La première fois que j’ai croisé « Les fous du son » dans une librairie, j’ai été immédiatement attiré par sa couverture. Après avoir manipulé l’objet et parcouru quelques pages, je décidai de le reposer sur le présentoir. Aussi passionnant que soit le sujet, les 500 pages d’histoire des synthétiseurs me paraissaient à première vue un peu rudes à avaler. Le hasard fit que je le reçus une semaine plus tard comme cadeau d’anniversaire. La coïncidence suffit à me faire changer d’avis. Malgré la crainte d’un ouvrage trop technique et détaillé, je me lançai sans grande conviction dans la lecture de ce pavé (eh oui, pour moi 500 pages, c’est un pavé) qui très vite, s’installa en pôle position sur ma table de chevet.

Ce livre, qui commence avec les découvertes et les brevets d’Edison, avait pourtant toutes les raisons du monde d’être barbant au possible. C’était sans compter sur l’extraordinaire plume de Laurent de Wilde qui, non content d’être un pianiste jazz de renom et un fin connaisseur du moindre détail technique des machines qu’il manipule, s’avère également être un écrivain doté d’un sens de la narration tout à fait remarquable. Du coup, l’auteur n’hésite pas à jongler avec les belles phrases et les punchlines qui tuent pour tailler des costards aux illustres héros qui jalonnent son livre, avec des anecdotes qu'il livre par cartons de douze.

Quelques pages sur le culot phénoménal d’une icône comme Edison (un génie doublé d’un beau salopard) suffisent à flatter le lecteur qui aura bien du mal à reposer la bête. Si on s’instruit indéniablement au fil des chapitres qui suivent un ordre chronologique, on se plait aussi à carrément se taper le cul par terre quand Laurent de Wilde, avec un sens de la formule aiguisé, assassine ses personnages principaux qui, il faut bien l’avouer, se prennent plus souvent qu’à leur tour les pieds dans le tapis. On n’invente pas des machines révolutionnaires en trois coups de cuiller à pot. Les poubelles de l’histoire débordent de tentatives avortées ou d’expériences inabouties qui, avec le recul, peuvent paraître carrément grotesques. Il en va ainsi lorsqu’il évoque le sténographe français Edouard-Léon Scott de Martinville qui, au milieu du XIXe siècle avait inventé le premier procédé qui permettait de graver de la musique sur un cylindre. Je cite :

« Seulement il s’est arrêté là, son appareil écrit mais ne lit pas le son, et en baptisant son invention le phonautographe, il n’a pas conscience qu’il lui fallait une syllabe en moins et une fonctionnalité en plus. »
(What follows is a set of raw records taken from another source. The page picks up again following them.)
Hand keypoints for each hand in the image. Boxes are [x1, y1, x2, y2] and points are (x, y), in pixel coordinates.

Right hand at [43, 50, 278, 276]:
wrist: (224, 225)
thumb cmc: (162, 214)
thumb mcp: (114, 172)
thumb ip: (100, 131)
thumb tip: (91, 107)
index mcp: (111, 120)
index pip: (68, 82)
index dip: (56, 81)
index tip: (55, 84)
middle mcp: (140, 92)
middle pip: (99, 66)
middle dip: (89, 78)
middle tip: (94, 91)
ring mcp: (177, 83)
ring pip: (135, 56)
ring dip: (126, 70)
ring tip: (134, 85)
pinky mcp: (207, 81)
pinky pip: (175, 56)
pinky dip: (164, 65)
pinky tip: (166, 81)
Travail, guerre et industrie 

La force du livre de Laurent de Wilde réside dans cette capacité à décrire avec précision et humour une réalité sociale et culturelle qui nous paraît aujourd’hui inconcevable. Car si effectivement, personne n’avait songé à développer une machine qui lirait le son, ce n'est pas parce que son créateur était con comme un balais, mais bien parce qu’une telle invention ne présentait que très peu d’intérêt à l’époque. En pleine révolution industrielle, les loisirs relevaient encore de l’utopie. Aucun ingénieur ne voyait l’utilité d’écouter de la musique chez soi, puisque les ouvriers passaient la plupart de leur temps éveillé à l’usine ou à la mine. Il faudra tout le talent d’esprits visionnaires qui se succéderont sur plusieurs décennies pour comprendre le potentiel social, culturel, mais aussi commercial de la consommation domestique de contenus musicaux.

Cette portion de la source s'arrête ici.